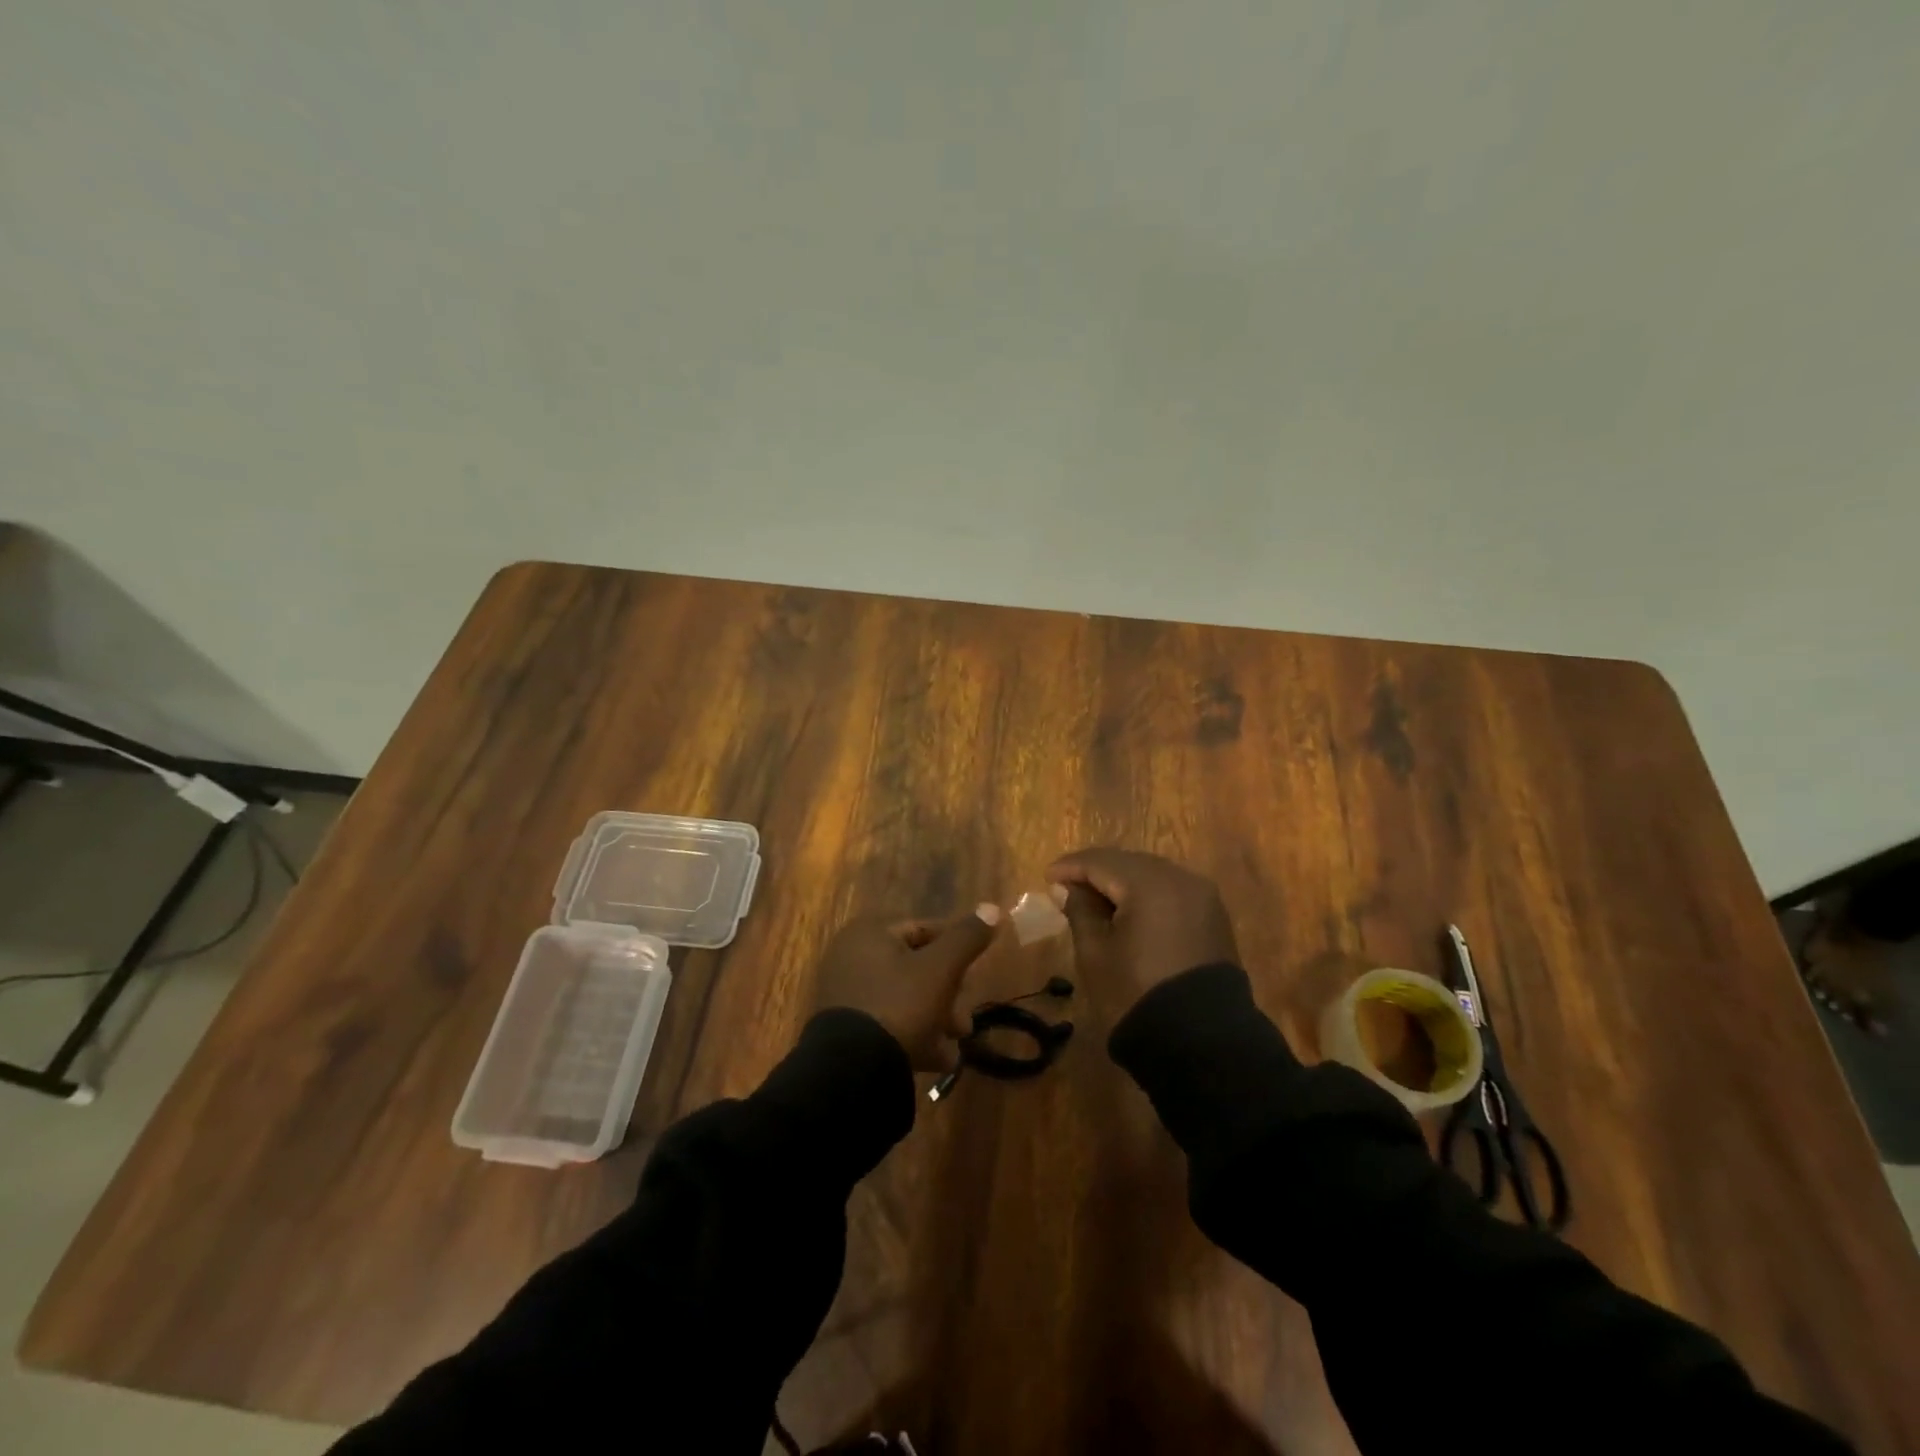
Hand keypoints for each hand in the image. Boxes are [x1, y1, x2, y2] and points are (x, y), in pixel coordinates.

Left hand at [814, 906, 1001, 1070]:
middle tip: (965, 1022)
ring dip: (937, 1020)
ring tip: (955, 1045)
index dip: (957, 949)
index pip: (925, 929)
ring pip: (905, 999)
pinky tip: (937, 1059)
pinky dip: (913, 1036)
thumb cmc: (899, 1004)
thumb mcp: (941, 968)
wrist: (851, 1069)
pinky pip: (888, 1023)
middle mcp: (853, 957)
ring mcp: (846, 995)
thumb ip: (967, 937)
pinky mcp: (845, 1030)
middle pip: (917, 968)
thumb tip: (993, 908)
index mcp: (870, 932)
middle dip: (949, 996)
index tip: (977, 973)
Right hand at [1046, 848, 1238, 1020]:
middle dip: (1097, 871)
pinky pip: (1171, 892)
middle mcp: (1180, 878)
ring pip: (1152, 875)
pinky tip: (1129, 911)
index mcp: (1149, 883)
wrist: (1202, 1042)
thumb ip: (1080, 911)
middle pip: (1128, 863)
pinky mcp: (1213, 917)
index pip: (1100, 862)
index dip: (1070, 867)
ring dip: (1122, 882)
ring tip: (1095, 899)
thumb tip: (1066, 887)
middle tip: (1067, 886)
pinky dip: (1146, 895)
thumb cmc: (1136, 993)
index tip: (1046, 877)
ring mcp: (1202, 897)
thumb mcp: (1096, 953)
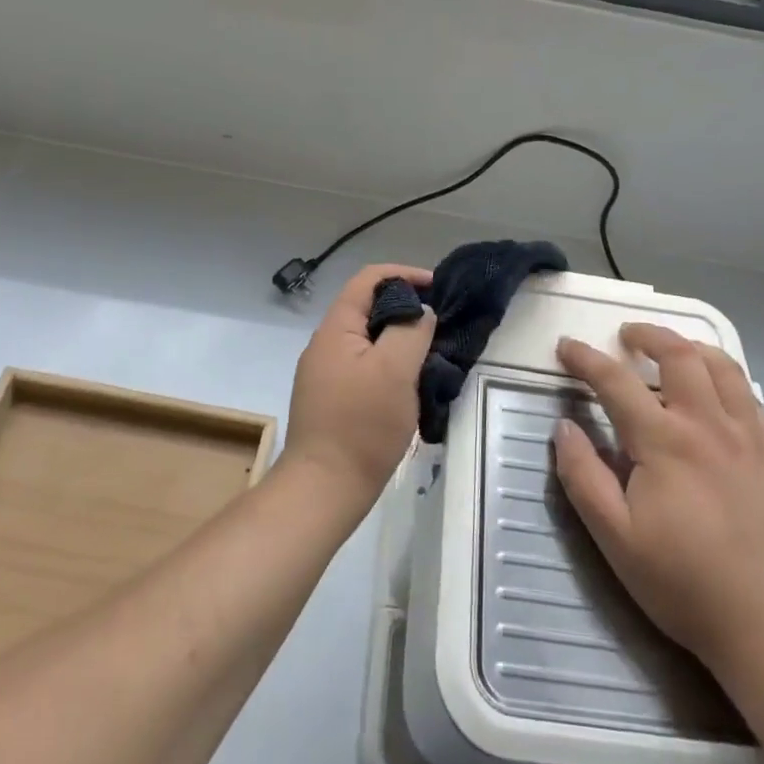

------------------------------

§ **Task prompt**
Throughout the material above, find every line holding "ring" and copy it.

§ **Output for this exercise**
ring dip: (937, 1020)
ring tip: (955, 1045)
ring pip: (905, 999)
ring mcp: (846, 995)
ring pip: (1152, 875)
ring dip: (1122, 882)
ring tip: (1095, 899)
ring mcp: (1202, 897)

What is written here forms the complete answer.